Top of DATA EXTRACTS

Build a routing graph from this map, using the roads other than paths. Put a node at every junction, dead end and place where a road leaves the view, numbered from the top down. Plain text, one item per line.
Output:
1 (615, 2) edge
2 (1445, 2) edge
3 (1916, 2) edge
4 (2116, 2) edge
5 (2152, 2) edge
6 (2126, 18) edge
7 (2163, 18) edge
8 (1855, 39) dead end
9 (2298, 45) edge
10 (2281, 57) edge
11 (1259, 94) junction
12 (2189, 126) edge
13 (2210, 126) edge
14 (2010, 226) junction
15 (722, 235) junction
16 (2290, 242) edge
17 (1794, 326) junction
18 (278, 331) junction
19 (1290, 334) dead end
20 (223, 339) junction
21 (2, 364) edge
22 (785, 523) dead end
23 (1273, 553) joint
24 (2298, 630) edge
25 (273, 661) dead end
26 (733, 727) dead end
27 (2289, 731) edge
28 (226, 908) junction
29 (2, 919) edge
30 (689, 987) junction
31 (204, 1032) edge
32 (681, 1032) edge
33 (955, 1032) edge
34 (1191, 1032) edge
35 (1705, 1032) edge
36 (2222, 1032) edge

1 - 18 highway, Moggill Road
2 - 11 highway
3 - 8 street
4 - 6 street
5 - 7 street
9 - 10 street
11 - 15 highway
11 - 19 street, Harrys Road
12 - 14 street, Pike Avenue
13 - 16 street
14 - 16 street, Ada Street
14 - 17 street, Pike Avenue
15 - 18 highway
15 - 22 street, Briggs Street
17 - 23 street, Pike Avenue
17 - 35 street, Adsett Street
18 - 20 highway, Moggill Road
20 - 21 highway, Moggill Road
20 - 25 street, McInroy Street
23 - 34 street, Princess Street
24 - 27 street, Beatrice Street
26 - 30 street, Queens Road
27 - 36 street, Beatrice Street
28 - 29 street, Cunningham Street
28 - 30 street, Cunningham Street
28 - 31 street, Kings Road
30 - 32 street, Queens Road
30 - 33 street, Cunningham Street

Bottom of DATA EXTRACTS

• [WHAT THIS TASK INVOLVES] Your task is an exact transcription of every line above.

• [RESULT OF THE TASK]
Build a routing graph from this map, using the roads other than paths. Put a node at every junction, dead end and place where a road leaves the view, numbered from the top down. Plain text, one item per line.
Output:
1 (615, 2) edge
2 (1445, 2) edge
3 (1916, 2) edge
4 (2116, 2) edge
5 (2152, 2) edge
6 (2126, 18) edge
7 (2163, 18) edge
8 (1855, 39) dead end
9 (2298, 45) edge
10 (2281, 57) edge
11 (1259, 94) junction
12 (2189, 126) edge
13 (2210, 126) edge
14 (2010, 226) junction
15 (722, 235) junction
16 (2290, 242) edge
17 (1794, 326) junction
18 (278, 331) junction
19 (1290, 334) dead end
20 (223, 339) junction
21 (2, 364) edge
22 (785, 523) dead end
23 (1273, 553) joint
24 (2298, 630) edge
25 (273, 661) dead end
26 (733, 727) dead end
27 (2289, 731) edge
28 (226, 908) junction
29 (2, 919) edge
30 (689, 987) junction
31 (204, 1032) edge
32 (681, 1032) edge
33 (955, 1032) edge
34 (1191, 1032) edge
35 (1705, 1032) edge
36 (2222, 1032) edge

1 - 18 highway, Moggill Road
2 - 11 highway
3 - 8 street
4 - 6 street
5 - 7 street
9 - 10 street
11 - 15 highway
11 - 19 street, Harrys Road
12 - 14 street, Pike Avenue
13 - 16 street
14 - 16 street, Ada Street
14 - 17 street, Pike Avenue
15 - 18 highway
15 - 22 street, Briggs Street
17 - 23 street, Pike Avenue
17 - 35 street, Adsett Street
18 - 20 highway, Moggill Road
20 - 21 highway, Moggill Road
20 - 25 street, McInroy Street
23 - 34 street, Princess Street
24 - 27 street, Beatrice Street
26 - 30 street, Queens Road
27 - 36 street, Beatrice Street
28 - 29 street, Cunningham Street
28 - 30 street, Cunningham Street
28 - 31 street, Kings Road
30 - 32 street, Queens Road
30 - 33 street, Cunningham Street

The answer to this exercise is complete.